Exercise directions
Omitting all images, output the entries that follow exactly as written.

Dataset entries
[Start of Attachment]

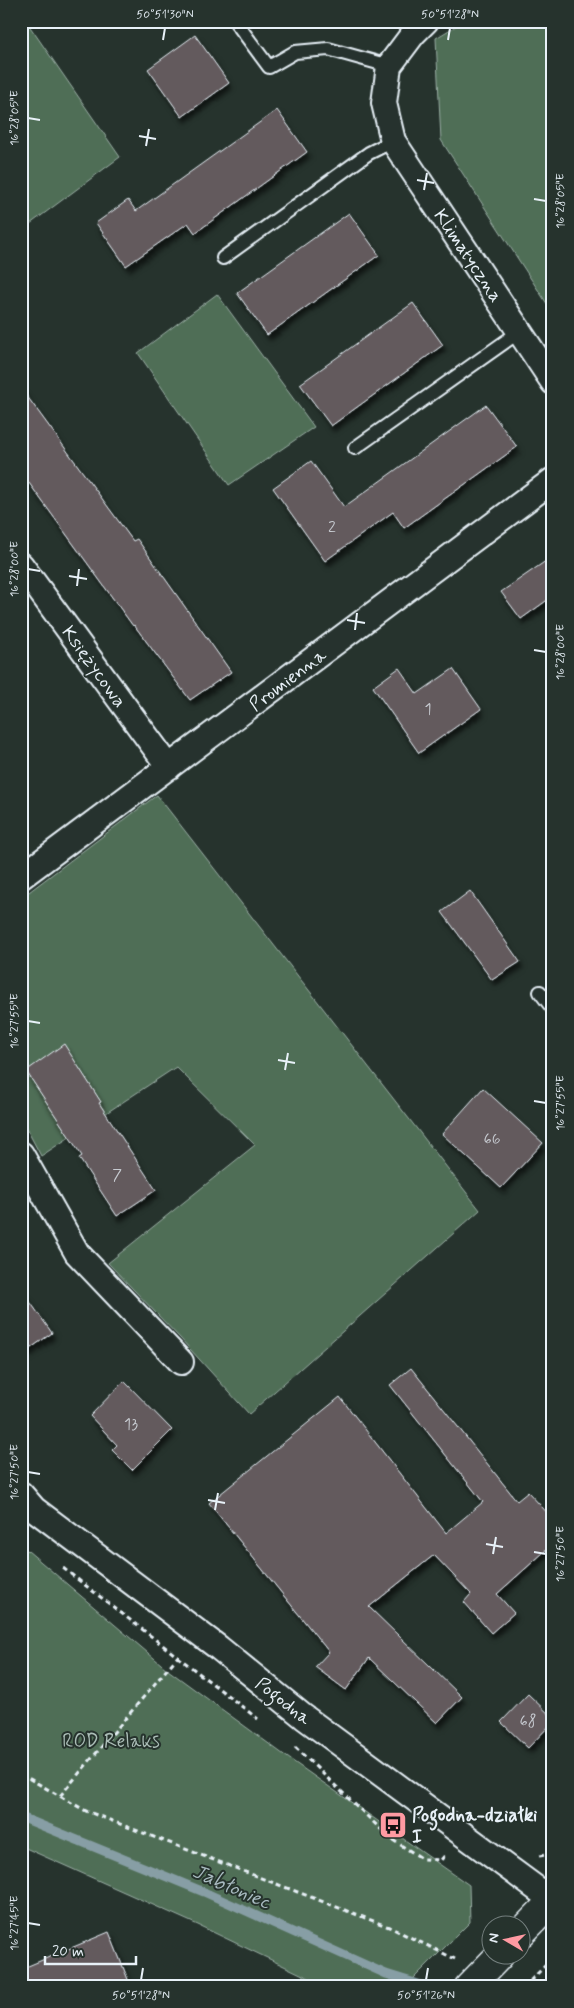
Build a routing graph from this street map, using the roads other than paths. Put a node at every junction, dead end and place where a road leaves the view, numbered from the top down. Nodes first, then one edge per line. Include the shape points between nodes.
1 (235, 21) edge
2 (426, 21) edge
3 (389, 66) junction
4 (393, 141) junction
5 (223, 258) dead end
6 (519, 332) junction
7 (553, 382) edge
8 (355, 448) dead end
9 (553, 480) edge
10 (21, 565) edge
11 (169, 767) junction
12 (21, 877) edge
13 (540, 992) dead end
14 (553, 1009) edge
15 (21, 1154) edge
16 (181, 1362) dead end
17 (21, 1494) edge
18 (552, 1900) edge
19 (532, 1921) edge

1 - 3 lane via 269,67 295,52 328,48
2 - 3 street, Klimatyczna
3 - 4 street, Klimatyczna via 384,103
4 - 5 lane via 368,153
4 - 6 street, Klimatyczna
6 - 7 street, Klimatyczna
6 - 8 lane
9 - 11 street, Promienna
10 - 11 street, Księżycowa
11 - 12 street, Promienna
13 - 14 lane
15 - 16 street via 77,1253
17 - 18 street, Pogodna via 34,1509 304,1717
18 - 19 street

[End of Attachment]

Task result
Build a routing graph from this street map, using the roads other than paths. Put a node at every junction, dead end and place where a road leaves the view, numbered from the top down. Nodes first, then one edge per line. Include the shape points between nodes.
1 (235, 21) edge
2 (426, 21) edge
3 (389, 66) junction
4 (393, 141) junction
5 (223, 258) dead end
6 (519, 332) junction
7 (553, 382) edge
8 (355, 448) dead end
9 (553, 480) edge
10 (21, 565) edge
11 (169, 767) junction
12 (21, 877) edge
13 (540, 992) dead end
14 (553, 1009) edge
15 (21, 1154) edge
16 (181, 1362) dead end
17 (21, 1494) edge
18 (552, 1900) edge
19 (532, 1921) edge

1 - 3 lane via 269,67 295,52 328,48
2 - 3 street, Klimatyczna
3 - 4 street, Klimatyczna via 384,103
4 - 5 lane via 368,153
4 - 6 street, Klimatyczna
6 - 7 street, Klimatyczna
6 - 8 lane
9 - 11 street, Promienna
10 - 11 street, Księżycowa
11 - 12 street, Promienna
13 - 14 lane
15 - 16 street via 77,1253
17 - 18 street, Pogodna via 34,1509 304,1717
18 - 19 street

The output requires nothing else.